Here is a shot of the painted bottles (filled):

You can see that some of the paint didn't totally adhere to the lids (I'm hoping the girls didn't notice!). You can also see my kitchen/crafting table, covered in a rainbow of Krylon. I haven't had time to clean it, to this day.

***Side note:*** I have a bottle of Varsol somewhere in the depths of my craft supply box(es) that I intend to clean this table with!

The following shot is all of the kit pieces together, including the die cuts:


There were things added after I had taken the content picture. Each kid got a bottle of glitter for their dolls also. I was going to mix it together so that each one was the same, but I reasoned that they would likely be making them together and could therefore share with one another.

The actual physical containers took not very much time at all. By the time I was ready to paint them, I had already figured out that I needed to use the bottles of paint that said "bonds instantly to plastic!" for the fastest, easiest and smoothest application.

Painting them took about 1.5 hours, simply because I had to wait for each to dry individually (including second coats), before I could paint the next. My table was just not big enough!

In reality, individual painting time was about 5-8 minutes per coat. I did not paint the insides (as you will see in shots that follow).

Here is what the boxes look like, fully packed. I put the sticks, brushes and glue stick inside of the water bottle, to ensure that I had enough room for everything. I cut the paints in half (groups of 3) so that they would fit in the kit. All of the die-cuts and bags are underneath:


I chose not to paint the bottles.

I cut each of the girls' names with fonts associated with my cutter. I tried hard to pick fonts that I thought reflected them.

I started with Kayleigh's. It looks like this:


The font is called "LD Fill-in".

I didn't center the letters so when I finished it, it looked odd. So I added an embellishment I dug out of my scrapbooking supplies.

This is Hannah's:

The font is called "Cricket Font". 

To embellish hers, I used foam stickers I got in a Valentine kit I bought at Target, but ended up having no use for. I was glad to find a use for them - the bag of stickers was still unopened!

This is Shaelene's:


The font is called "Daisy". 

It is my favorite, and the only one to feature a cleverly disguised finger print. 

In this case, the embellishment was simple, and was also pulled from my scrapbooking supplies. I love it.

I applied and sealed all of the letterings and embellishments with Mod-Podge matte sealant (I wanted the glossy stuff, but that was all that was stocked at Wal-Mart). It costs about $6 for a medium-sized bottle.

I applied it liberally (and still had 3/4 of the bottle left over) with a sponge brush. It took about an hour to dry with no tack (don't test: you'll get finger prints that you'll have to conceal.
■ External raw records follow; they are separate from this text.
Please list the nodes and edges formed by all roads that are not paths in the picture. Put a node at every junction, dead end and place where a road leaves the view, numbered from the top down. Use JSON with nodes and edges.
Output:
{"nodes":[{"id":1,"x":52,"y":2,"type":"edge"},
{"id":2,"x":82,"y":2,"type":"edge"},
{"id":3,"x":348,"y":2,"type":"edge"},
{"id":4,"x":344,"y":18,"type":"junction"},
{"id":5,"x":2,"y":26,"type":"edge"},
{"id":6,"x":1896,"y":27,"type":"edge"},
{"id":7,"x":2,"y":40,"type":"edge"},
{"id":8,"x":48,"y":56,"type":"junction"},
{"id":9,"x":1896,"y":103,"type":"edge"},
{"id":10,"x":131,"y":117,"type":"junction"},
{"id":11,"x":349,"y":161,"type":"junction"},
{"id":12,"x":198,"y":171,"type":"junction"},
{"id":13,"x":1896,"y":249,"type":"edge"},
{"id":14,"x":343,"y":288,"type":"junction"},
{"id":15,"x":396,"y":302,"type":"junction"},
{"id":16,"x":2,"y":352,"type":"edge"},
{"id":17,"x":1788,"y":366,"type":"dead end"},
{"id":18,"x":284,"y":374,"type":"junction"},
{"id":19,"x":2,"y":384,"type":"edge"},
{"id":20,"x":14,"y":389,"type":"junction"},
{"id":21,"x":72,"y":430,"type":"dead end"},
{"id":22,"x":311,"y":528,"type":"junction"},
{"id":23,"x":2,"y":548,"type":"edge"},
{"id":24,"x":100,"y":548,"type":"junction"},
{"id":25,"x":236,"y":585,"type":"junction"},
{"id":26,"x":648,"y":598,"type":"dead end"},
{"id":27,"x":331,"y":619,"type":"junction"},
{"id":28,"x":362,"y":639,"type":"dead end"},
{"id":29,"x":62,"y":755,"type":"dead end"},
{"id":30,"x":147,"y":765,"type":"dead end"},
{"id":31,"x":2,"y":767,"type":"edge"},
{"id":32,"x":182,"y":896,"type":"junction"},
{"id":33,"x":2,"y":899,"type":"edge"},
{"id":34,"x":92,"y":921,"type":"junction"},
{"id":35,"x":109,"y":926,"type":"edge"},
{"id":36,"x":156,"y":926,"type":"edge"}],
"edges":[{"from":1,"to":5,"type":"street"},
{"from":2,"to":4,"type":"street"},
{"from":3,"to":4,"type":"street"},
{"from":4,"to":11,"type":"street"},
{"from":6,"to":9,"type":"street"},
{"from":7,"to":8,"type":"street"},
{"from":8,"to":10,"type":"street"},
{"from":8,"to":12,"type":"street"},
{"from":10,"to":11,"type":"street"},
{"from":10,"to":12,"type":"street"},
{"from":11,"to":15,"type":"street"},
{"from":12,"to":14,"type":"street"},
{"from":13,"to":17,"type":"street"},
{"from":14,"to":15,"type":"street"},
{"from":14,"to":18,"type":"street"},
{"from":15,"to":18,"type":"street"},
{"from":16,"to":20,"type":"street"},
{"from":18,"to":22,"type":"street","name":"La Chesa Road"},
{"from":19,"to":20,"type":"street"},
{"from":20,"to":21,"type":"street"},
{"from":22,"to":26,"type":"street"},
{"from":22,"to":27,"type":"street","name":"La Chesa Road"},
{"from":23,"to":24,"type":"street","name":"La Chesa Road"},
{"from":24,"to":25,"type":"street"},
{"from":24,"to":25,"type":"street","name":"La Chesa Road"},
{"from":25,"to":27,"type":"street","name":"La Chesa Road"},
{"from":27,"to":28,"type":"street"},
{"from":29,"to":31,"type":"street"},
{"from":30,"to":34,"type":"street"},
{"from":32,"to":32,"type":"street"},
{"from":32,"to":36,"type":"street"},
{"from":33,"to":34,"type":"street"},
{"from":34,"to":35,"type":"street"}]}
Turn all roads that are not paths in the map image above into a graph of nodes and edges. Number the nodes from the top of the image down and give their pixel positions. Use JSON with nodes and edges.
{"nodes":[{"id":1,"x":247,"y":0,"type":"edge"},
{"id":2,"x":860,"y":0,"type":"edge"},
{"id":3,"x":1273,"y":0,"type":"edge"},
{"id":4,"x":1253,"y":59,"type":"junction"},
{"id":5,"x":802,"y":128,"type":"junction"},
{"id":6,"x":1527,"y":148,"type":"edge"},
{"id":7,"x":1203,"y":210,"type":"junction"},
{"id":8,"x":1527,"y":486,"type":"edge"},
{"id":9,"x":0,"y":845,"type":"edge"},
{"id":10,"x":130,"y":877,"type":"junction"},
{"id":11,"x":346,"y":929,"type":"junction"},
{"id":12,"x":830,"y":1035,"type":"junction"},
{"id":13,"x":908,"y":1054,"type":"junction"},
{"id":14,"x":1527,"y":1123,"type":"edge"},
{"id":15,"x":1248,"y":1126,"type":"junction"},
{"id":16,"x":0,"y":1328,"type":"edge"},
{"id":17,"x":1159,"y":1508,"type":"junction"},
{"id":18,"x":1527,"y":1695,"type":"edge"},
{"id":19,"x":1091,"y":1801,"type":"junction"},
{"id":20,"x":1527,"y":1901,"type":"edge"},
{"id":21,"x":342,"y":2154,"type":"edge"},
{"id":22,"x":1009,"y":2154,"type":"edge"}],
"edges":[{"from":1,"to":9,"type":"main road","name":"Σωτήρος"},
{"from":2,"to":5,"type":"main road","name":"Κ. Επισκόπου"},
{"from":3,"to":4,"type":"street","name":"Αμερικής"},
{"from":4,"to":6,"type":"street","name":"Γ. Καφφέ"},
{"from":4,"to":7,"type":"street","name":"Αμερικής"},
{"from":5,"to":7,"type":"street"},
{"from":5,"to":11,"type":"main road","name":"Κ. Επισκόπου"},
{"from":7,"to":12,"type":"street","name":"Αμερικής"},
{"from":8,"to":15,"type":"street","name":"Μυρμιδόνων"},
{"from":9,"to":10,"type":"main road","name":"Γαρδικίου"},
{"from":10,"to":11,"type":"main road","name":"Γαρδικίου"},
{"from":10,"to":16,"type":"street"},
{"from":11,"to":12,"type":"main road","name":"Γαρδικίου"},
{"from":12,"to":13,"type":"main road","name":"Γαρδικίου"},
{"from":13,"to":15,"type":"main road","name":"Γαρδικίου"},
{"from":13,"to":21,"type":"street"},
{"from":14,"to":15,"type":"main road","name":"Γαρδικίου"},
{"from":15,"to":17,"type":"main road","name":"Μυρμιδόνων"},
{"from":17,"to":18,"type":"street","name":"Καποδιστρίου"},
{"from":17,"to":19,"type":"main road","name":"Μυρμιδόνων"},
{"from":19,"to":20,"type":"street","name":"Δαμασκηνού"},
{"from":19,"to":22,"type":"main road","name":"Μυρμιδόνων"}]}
Trust me. Just leave it). 

I packed them all carefully and wrapped them for Christmas. Of course, they got to open their gifts early.... within seconds... doll kits everywhere!

Total cost for all 3 kits: $40.50 or $13.50 per kit. Which I think is pretty amazing when you consider what it costs for a good art kit, paying retail!

Pictures of completed dolls pending....

Good night, friends. Thanks for sticking your head in my little corner of the web!